» **Problem to work on**:
From the first line to the last, write out the records exactly, leaving the pictures behind.
##### Record set
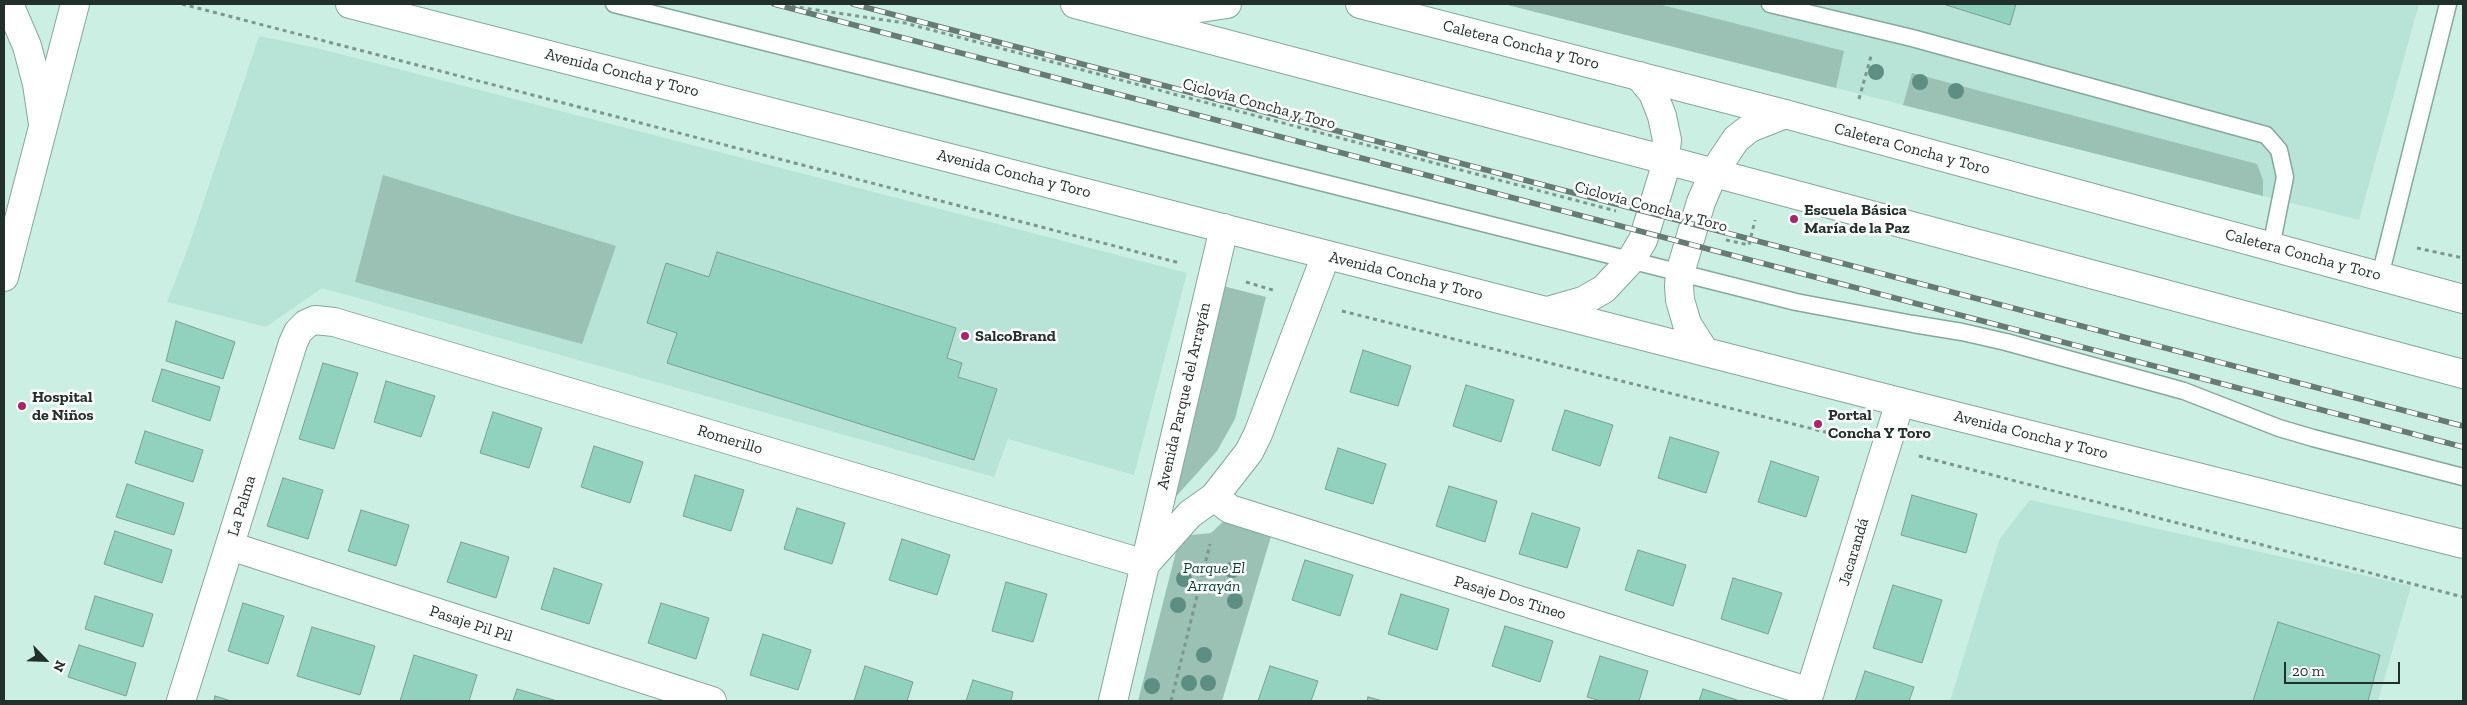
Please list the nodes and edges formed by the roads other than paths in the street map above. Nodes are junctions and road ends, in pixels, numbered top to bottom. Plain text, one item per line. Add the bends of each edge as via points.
1 (9, 4) edge
2 (75, 4) edge
3 (350, 4) edge
4 (614, 4) edge
5 (1075, 4) edge
6 (1228, 4) edge
7 (1360, 4) edge
8 (1770, 4) edge
9 (2448, 4) edge
10 (1801, 8) edge
11 (1116, 12) edge
12 (1639, 76) junction
13 (1784, 114) junction
14 (43, 124) junction
15 (1666, 160) junction
16 (1714, 172) junction
17 (1224, 228) junction
18 (2272, 247) junction
19 (1326, 255) junction
20 (1631, 260) junction
21 (1680, 273) junction
22 (2380, 276) junction
23 (4, 277) edge
24 (2463, 299) edge
25 (1547, 312) junction
26 (315, 320) joint
27 (1705, 352) junction
28 (2463, 374) edge
29 (1900, 402) junction
30 (2463, 477) edge
31 (1214, 497) junction
32 (2463, 544) edge
33 (230, 546) junction
34 (1145, 564) junction
35 (1809, 697) edge
36 (181, 701) edge
37 (712, 701) edge
38 (1113, 701) edge

1 - 14 main road via 27,46
2 - 14 main road
3 - 17 main road, Avenida Concha y Toro
4 - 20 lane
5 - 11 main road
6 - 11 main road
7 - 12 main road, Caletera Concha y Toro
8 - 10 lane
9 - 22 lane
10 - 18 lane via 2266,136 2279,150 2285,177
11 - 15 main road
12 - 13 main road, Caletera Concha y Toro
12 - 15 main road via 1653,93 1662,116 1667,140
13 - 16 main road via 1750,128 1736,139
13 - 18 main road, Caletera Concha y Toro
14 - 23 main road
15 - 16 main road
15 - 20 main road via 1650,220
16 - 21 main road
16 - 28 main road
17 - 19 main road, Avenida Concha y Toro
17 - 34 main road, Avenida Parque del Arrayán
18 - 22 main road, Caletera Concha y Toro
19 - 25 main road, Avenida Concha y Toro
19 - 31 main road, Avenida Parque del Arrayán via 1258,434 1249,452
20 - 21 lane
20 - 25 main road via 1604,289 1584,301
21 - 27 main road via 1680,300 1685,319 1691,334
21 - 30 lane via 1796,302 1962,332 2015,345 2184,391 2279,428
22 - 24 main road, Caletera Concha y Toro
25 - 27 main road, Avenida Concha y Toro
26 - 33 main road, La Palma via 298,332 293,343
26 - 34 main road, Romerillo via 334,322
27 - 29 main road, Avenida Concha y Toro
29 - 32 main road, Avenida Concha y Toro
29 - 35 main road, Jacarandá
31 - 34 main road, Avenida Parque del Arrayán via 1190,514
31 - 35 main road, Pasaje Dos Tineo via 1238,512
33 - 36 main road, La Palma
33 - 37 main road, Pasaje Pil Pil
34 - 38 main road, Avenida Parque del Arrayán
##########
» **Answer to the exercise**:
Please list the nodes and edges formed by the roads other than paths in the street map above. Nodes are junctions and road ends, in pixels, numbered top to bottom. Plain text, one item per line. Add the bends of each edge as via points.
1 (9, 4) edge
2 (75, 4) edge
3 (350, 4) edge
4 (614, 4) edge
5 (1075, 4) edge
6 (1228, 4) edge
7 (1360, 4) edge
8 (1770, 4) edge
9 (2448, 4) edge
10 (1801, 8) edge
11 (1116, 12) edge
12 (1639, 76) junction
13 (1784, 114) junction
14 (43, 124) junction
15 (1666, 160) junction
16 (1714, 172) junction
17 (1224, 228) junction
18 (2272, 247) junction
19 (1326, 255) junction
20 (1631, 260) junction
21 (1680, 273) junction
22 (2380, 276) junction
23 (4, 277) edge
24 (2463, 299) edge
25 (1547, 312) junction
26 (315, 320) joint
27 (1705, 352) junction
28 (2463, 374) edge
29 (1900, 402) junction
30 (2463, 477) edge
31 (1214, 497) junction
32 (2463, 544) edge
33 (230, 546) junction
34 (1145, 564) junction
35 (1809, 697) edge
36 (181, 701) edge
37 (712, 701) edge
38 (1113, 701) edge

1 - 14 main road via 27,46
2 - 14 main road
3 - 17 main road, Avenida Concha y Toro
4 - 20 lane
5 - 11 main road
6 - 11 main road
7 - 12 main road, Caletera Concha y Toro
8 - 10 lane
9 - 22 lane
10 - 18 lane via 2266,136 2279,150 2285,177
11 - 15 main road
12 - 13 main road, Caletera Concha y Toro
12 - 15 main road via 1653,93 1662,116 1667,140
13 - 16 main road via 1750,128 1736,139
13 - 18 main road, Caletera Concha y Toro
14 - 23 main road
15 - 16 main road
15 - 20 main road via 1650,220
16 - 21 main road
16 - 28 main road
17 - 19 main road, Avenida Concha y Toro
17 - 34 main road, Avenida Parque del Arrayán
18 - 22 main road, Caletera Concha y Toro
19 - 25 main road, Avenida Concha y Toro
19 - 31 main road, Avenida Parque del Arrayán via 1258,434 1249,452
20 - 21 lane
20 - 25 main road via 1604,289 1584,301
21 - 27 main road via 1680,300 1685,319 1691,334
21 - 30 lane via 1796,302 1962,332 2015,345 2184,391 2279,428
22 - 24 main road, Caletera Concha y Toro
25 - 27 main road, Avenida Concha y Toro
26 - 33 main road, La Palma via 298,332 293,343
26 - 34 main road, Romerillo via 334,322
27 - 29 main road, Avenida Concha y Toro
29 - 32 main road, Avenida Concha y Toro
29 - 35 main road, Jacarandá
31 - 34 main road, Avenida Parque del Arrayán via 1190,514
31 - 35 main road, Pasaje Dos Tineo via 1238,512
33 - 36 main road, La Palma
33 - 37 main road, Pasaje Pil Pil
34 - 38 main road, Avenida Parque del Arrayán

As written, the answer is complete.